Exercise directions - The result should be every line that contains the word "Rufino", taken from the material.

__________________________________________________

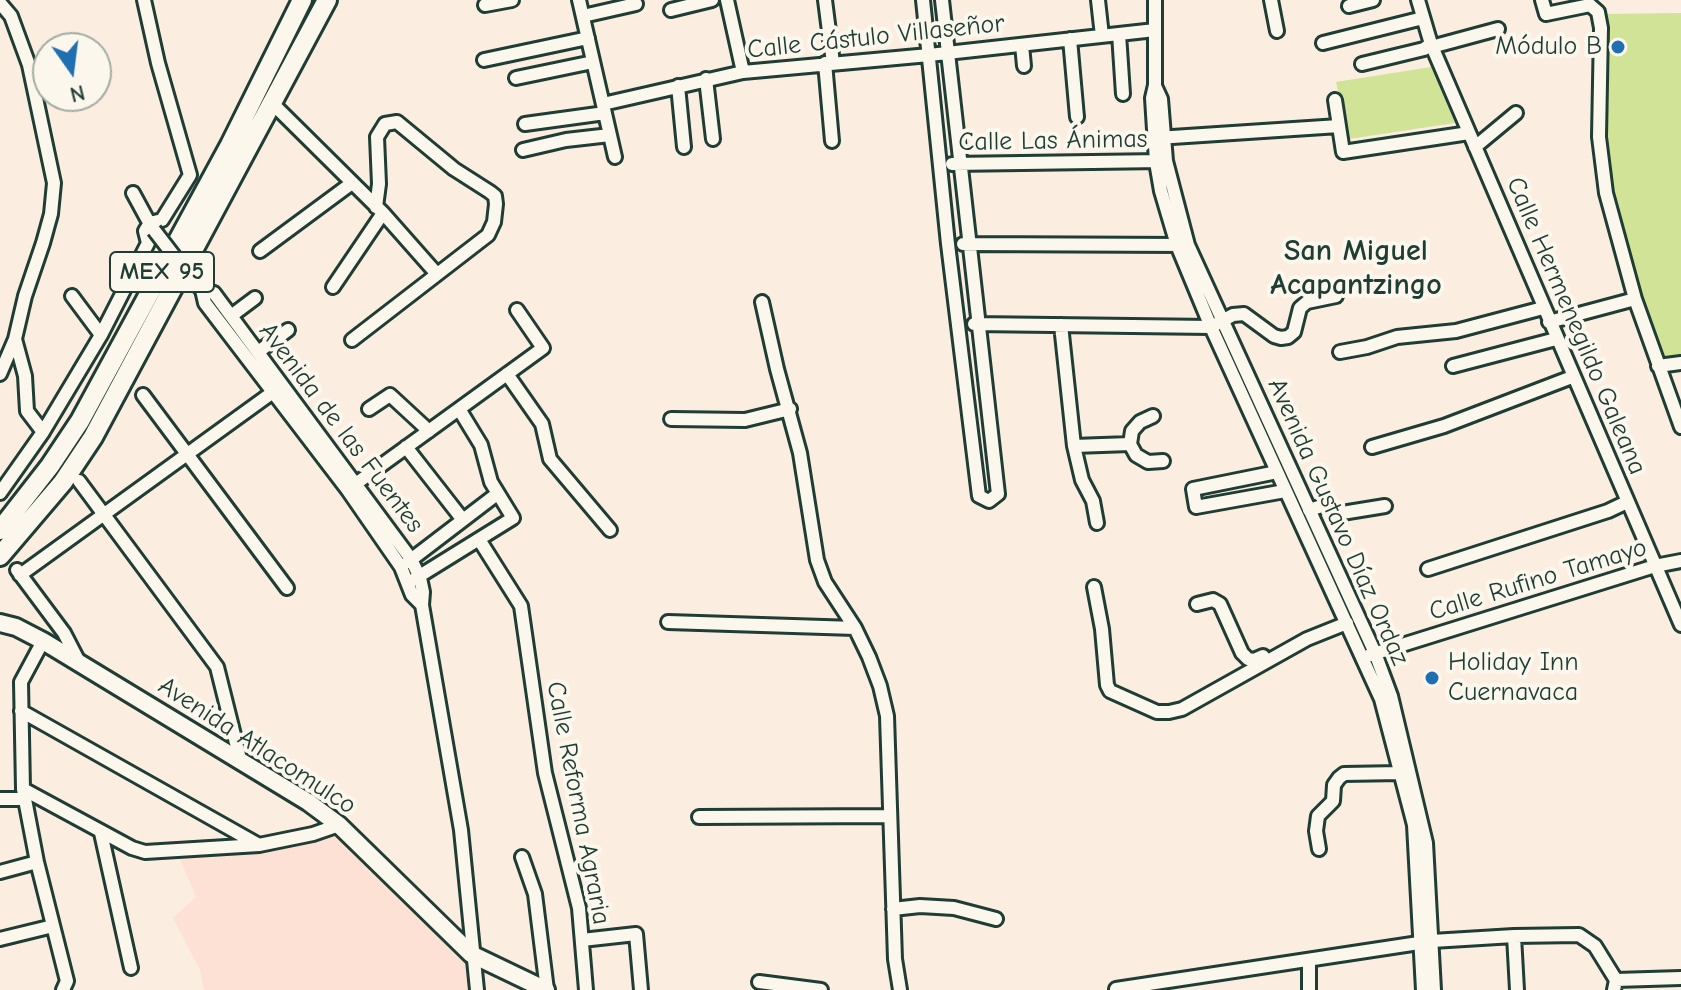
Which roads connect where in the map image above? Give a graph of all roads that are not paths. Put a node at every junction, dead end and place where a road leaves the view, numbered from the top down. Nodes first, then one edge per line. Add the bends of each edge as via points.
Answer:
1 (144, 0) edge
2 (302, 0) edge
3 (327, 0) edge
4 (512, 0) edge
5 (579, 0) edge
6 (712, 0) edge
7 (727, 0) edge
8 (825, 0) edge
9 (923, 0) edge
10 (942, 0) edge
11 (1098, 0) edge
12 (1155, 0) edge
13 (1271, 0) edge
14 (1373, 0) edge
15 (1434, 0) edge
16 (1542, 0) edge
17 (1419, 2) edge
18 (0, 3) edge
19 (1590, 3) edge
20 (636, 4) dead end
21 (485, 5) dead end
22 (1349, 6) dead end
23 (671, 10) dead end
24 (583, 16) junction
25 (1423, 18) junction
26 (1498, 29) dead end
27 (1155, 30) junction
28 (1277, 31) dead end
29 (1119, 34) junction
30 (1102, 36) junction
31 (588, 38) junction
32 (1070, 39) junction
33 (1323, 43) dead end
34 (1431, 44) junction
35 (1022, 45) junction
36 (948, 53) junction
37 (929, 55) junction
38 (484, 60) dead end
39 (593, 62) junction
40 (829, 63) junction
41 (1362, 64) dead end
42 (1024, 66) dead end
43 (743, 72) junction
44 (516, 78) dead end
45 (706, 79) junction
46 (678, 86) junction
47 (1123, 94) dead end
48 (1335, 100) dead end
49 (273, 104) junction
50 (604, 108) junction
51 (1516, 113) dead end
52 (1077, 117) dead end
53 (525, 124) dead end
54 (1339, 126) junction
55 (1469, 133) junction
56 (610, 135) junction
57 (1159, 138) junction
58 (713, 139) dead end
59 (832, 141) dead end
60 (684, 147) dead end
61 (1475, 147) junction
62 (523, 150) dead end
63 (615, 157) dead end
64 (1161, 162) junction
65 (959, 164) junction
66 (941, 165) junction
67 (379, 184) junction
68 (355, 185) junction
69 (133, 193) dead end
70 (380, 210) junction
71 (152, 227) junction
72 (948, 244) junction
73 (968, 244) junction
74 (1182, 245) junction
75 (260, 251) dead end
76 (436, 273) junction
77 (198, 286) junction
78 (333, 287) dead end
79 (72, 296) dead end
80 (1336, 296) dead end
81 (255, 298) dead end
82 (1635, 299) junction
83 (762, 302) dead end
84 (1541, 303) junction
85 (517, 310) dead end
86 (231, 316) junction
87 (1549, 322) junction
88 (979, 324) junction
89 (1216, 324) junction
90 (959, 325) junction
91 (1061, 325) junction
92 (288, 330) dead end
93 (101, 335) junction
94 (15, 339) junction
95 (1556, 339) junction
96 (352, 340) dead end
97 (258, 352) junction
98 (1340, 352) dead end
99 (1681, 363) edge
100 (1453, 366) dead end
101 (1658, 366) junction
102 (0, 374) edge
103 (507, 374) junction
104 (1572, 377) junction
105 (278, 388) junction
106 (143, 395) dead end
107 (989, 408) junction
108 (369, 409) dead end
109 (459, 409) junction
110 (790, 409) junction
111 (970, 410) junction
112 (1153, 416) dead end
113 (671, 419) dead end
114 (1681, 427) edge
115 (429, 431) junction
116 (43, 432) junction
117 (1130, 444) junction
118 (1074, 446) junction
119 (406, 447) junction
120 (1372, 447) dead end
121 (186, 455) junction
122 (1163, 461) dead end
123 (1277, 472) junction
124 (79, 481) dead end
125 (352, 486) junction
126 (1285, 491) junction
127 (0, 493) edge
128 (497, 494) junction
129 (1627, 502) junction
130 (1385, 506) dead end
131 (1309, 510) junction
132 (103, 515) junction
133 (463, 520) junction
134 (1097, 523) dead end
135 (0, 530) edge
136 (610, 530) dead end
137 (480, 541) junction
138 (0, 556) edge
139 (1333, 561) junction
140 (1681, 561) edge
141 (406, 563) junction
142 (1655, 566) junction
143 (1321, 567) junction
144 (1428, 569) dead end
145 (414, 580) junction
146 (1094, 587) dead end
147 (287, 588) dead end
148 (1197, 604) dead end
149 (668, 622) dead end
150 (0, 623) edge
151 (1347, 623) junction
152 (1681, 625) edge
153 (855, 628) junction
154 (43, 641) junction
155 (1369, 655) junction
156 (1271, 658) junction
157 (79, 662) junction
158 (21, 711) junction
159 (1397, 740) junction
160 (240, 759) junction
161 (1400, 773) junction
162 (23, 794) junction
163 (0, 799) edge
164 (889, 816) junction
165 (699, 817) dead end
166 (339, 825) junction
167 (101, 833) junction
168 (259, 845) junction
169 (1319, 849) dead end
170 (522, 857) dead end
171 (37, 862) junction
172 (0, 872) edge
173 (893, 909) junction
174 (996, 919) dead end
175 (53, 926) junction
176 (1514, 936) junction
177 (0, 939) edge
178 (582, 940) junction
179 (1426, 942) junction
180 (471, 954) junction
181 (1309, 960) junction
182 (131, 968) dead end
183 (1681, 978) edge
184 (759, 982) dead end
185 (1615, 985) edge
186 (64, 989) edge
187 (1116, 989) edge
188 (477, 990) edge
189 (547, 990) edge
190 (586, 990) edge
191 (641, 990) edge
192 (821, 990) edge
193 (900, 990) edge
194 (1309, 990) edge
195 (1423, 990) edge
196 (1434, 990) edge
197 (1517, 990) edge

1 - 71 street via 190,175
2 - 135 highway, MEX 95 via 80,421
3 - 49 highway, MEX 95
4 - 21 street
5 - 24 street
6 - 23 street
7 - 43 street
8 - 40 street
9 - 37 street
10 - 36 street
11 - 30 street
12 - 27 street, Avenida Gustavo Díaz Ordaz
13 - 28 street
14 - 22 street
15 - 17 street
16 - 19 street via 1546,14
17 - 25 street, Calle Hermenegildo Galeana
18 - 94 street via 11,16 29,65 54,183 51,214
19 - 82 street via 1601,28 1601,165
20 - 24 street
24 - 31 street
25 - 33 street
25 - 34 street, Calle Hermenegildo Galeana
26 - 34 street
27 - 29 street, Calle Cástulo Villaseñor
27 - 57 street, Avenida Gustavo Díaz Ordaz
29 - 30 street, Calle Cástulo Villaseñor
29 - 47 street
30 - 32 street, Calle Cástulo Villaseñor
31 - 38 street
31 - 39 street
32 - 35 street, Calle Cástulo Villaseñor
32 - 52 street
34 - 41 street
34 - 55 street, Calle Hermenegildo Galeana
35 - 36 street, Calle Cástulo Villaseñor
35 - 42 street
36 - 37 street, Calle Cástulo Villaseñor
36 - 65 street
37 - 40 street, Calle Cástulo Villaseñor
37 - 66 street
39 - 44 street
39 - 50 street
40 - 43 street, Calle Cástulo Villaseñor
40 - 59 street
43 - 45 street, Calle Cástulo Villaseñor
45 - 46 street, Calle Cástulo Villaseñor
45 - 58 street
46 - 50 street, Calle Cástulo Villaseñor
46 - 60 street
48 - 54 street
49 - 68 street
49 - 138 highway, MEX 95 via 93,437 63,482
50 - 53 street, Calle Cástulo Villaseñor
50 - 56 street
51 - 61 street
54 - 55 street via 1343,152
54 - 57 street
55 - 61 street, Calle Hermenegildo Galeana
56 - 62 street
56 - 63 street
57 - 64 street, Avenida Gustavo Díaz Ordaz
61 - 84 street, Calle Hermenegildo Galeana
64 - 65 street, Calle Las Ánimas
64 - 74 street, Avenida Gustavo Díaz Ordaz
65 - 66 street, Calle Las Ánimas
65 - 73 street
66 - 72 street
67 - 68 street
67 - 70 street
67 - 76 street via 377,137 385,124 397,122 495,196 488,235
68 - 70 street
68 - 75 street
69 - 71 street
70 - 76 street
70 - 78 street
71 - 77 street, bridge
71 - 93 street via 145,231 148,243
72 - 73 street
72 - 90 street
73 - 74 street
73 - 88 street
74 - 89 street, Avenida Gustavo Díaz Ordaz
76 - 96 street
77 - 86 street, Avenida de las Fuentes via 214,293
77 - 105 street, Avenida de las Fuentes via 205,303
79 - 93 street
80 - 89 street via 1307,302 1288,337 1274,336 1244,314
81 - 86 street
82 - 87 street
82 - 101 street
83 - 110 street
84 - 87 street, Calle Hermenegildo Galeana
84 - 98 street via 1456,331 1397,337
85 - 103 street via 543,348
86 - 97 street, Avenida de las Fuentes
87 - 95 street, Calle Hermenegildo Galeana
88 - 90 street
88 - 91 street
88 - 107 street
89 - 91 street
89 - 123 street, Avenida Gustavo Díaz Ordaz
89 - 131 street, Avenida Gustavo Díaz Ordaz
90 - 111 street
91 - 118 street
92 - 97 street
93 - 116 street
94 - 102 street
94 - 116 street via 28,415
95 - 100 street
95 - 104 street, Calle Hermenegildo Galeana
97 - 105 street, Avenida de las Fuentes
99 - 101 street
101 - 114 street
103 - 109 street
103 - 136 street via 542,424 550,459
104 - 120 street
104 - 129 street, Calle Hermenegildo Galeana
105 - 121 street
105 - 125 street, Avenida de las Fuentes
106 - 121 street
107 - 111 street
107 - 111 street via 998,494 989,501 979,496
108 - 115 street via 390,395
109 - 115 street
109 - 128 street via 481,445
110 - 113 street via 745,420
110 - 153 street via 817,560
112 - 117 street via 1132,431
115 - 119 street
116 - 127 street
117 - 118 street
117 - 122 street via 1148,462
118 - 134 street
119 - 125 street
119 - 133 street
121 - 132 street
121 - 147 street
123 - 126 street, Avenida Gustavo Díaz Ordaz
123 - 126 street via 1193,489 1196,507
124 - 132 street
125 - 141 street, Avenida de las Fuentes
126 - 143 street, Avenida Gustavo Díaz Ordaz
128 - 133 street
128 - 137 street via 513,518
129 - 142 street, Calle Hermenegildo Galeana
129 - 144 street
130 - 131 street via 1342,513 1325,505
131 - 139 street, Avenida Gustavo Díaz Ordaz
132 - 157 street via 19,573
132 - 160 street via 217,667
133 - 141 street
137 - 145 street
137 - 178 street, Calle Reforma Agraria via 521,606 545,773
139 - 143 street
139 - 155 street, Avenida Gustavo Díaz Ordaz
140 - 142 street, Calle Rufino Tamayo
141 - 145 street, Avenida de las Fuentes
142 - 152 street, Calle Hermenegildo Galeana
142 - 155 street, Calle Rufino Tamayo
143 - 151 street, Avenida Gustavo Díaz Ordaz
145 - 180 street, Avenida de las Fuentes via 423,592 461,830
146 - 156 street via 1110,691 1157,712 1182,709
148 - 156 street via 1220,604 1248,659 1269,654
149 - 153 street
150 - 154 main road, Avenida Atlacomulco
151 - 155 street, Avenida Gustavo Díaz Ordaz
151 - 156 street
153 - 164 street via 887,716
154 - 157 main road, Avenida Atlacomulco
154 - 158 street via 21,682
155 - 159 street, Avenida Gustavo Díaz Ordaz via 1391,696
157 - 160 main road, Avenida Atlacomulco
158 - 162 street
158 - 168 street
159 - 161 street, Avenida Gustavo Díaz Ordaz
159 - 179 street, Avenida Gustavo Díaz Ordaz via 1426,843
160 - 166 main road, Avenida Atlacomulco
161 - 169 street via 1339,778 1333,801 1318,816
161 - 179 street, Avenida Gustavo Díaz Ordaz via 1414,825
162 - 163 street
162 - 167 street
162 - 171 street
164 - 165 street
164 - 173 street
166 - 168 street
166 - 180 main road, Avenida Atlacomulco
167 - 168 street via 145,852
167 - 182 street
170 - 189 street via 535,894
171 - 172 street
171 - 175 street
173 - 174 street via 954,908
173 - 193 street
175 - 177 street
175 - 186 street via 67,981
176 - 179 street
176 - 185 street via 1587,938
176 - 197 street
178 - 190 street, Calle Reforma Agraria
178 - 191 street via 636,934
179 - 181 street
179 - 195 street, Avenida Gustavo Díaz Ordaz
179 - 196 street, Avenida Gustavo Díaz Ordaz
180 - 188 street, Avenida de las Fuentes
180 - 189 main road, Avenida Atlacomulco
181 - 187 street
181 - 194 street
183 - 185 street
184 - 192 street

__________________________________________________

Response for this exercise -
140 - 142 street, Calle Rufino Tamayo
142 - 155 street, Calle Rufino Tamayo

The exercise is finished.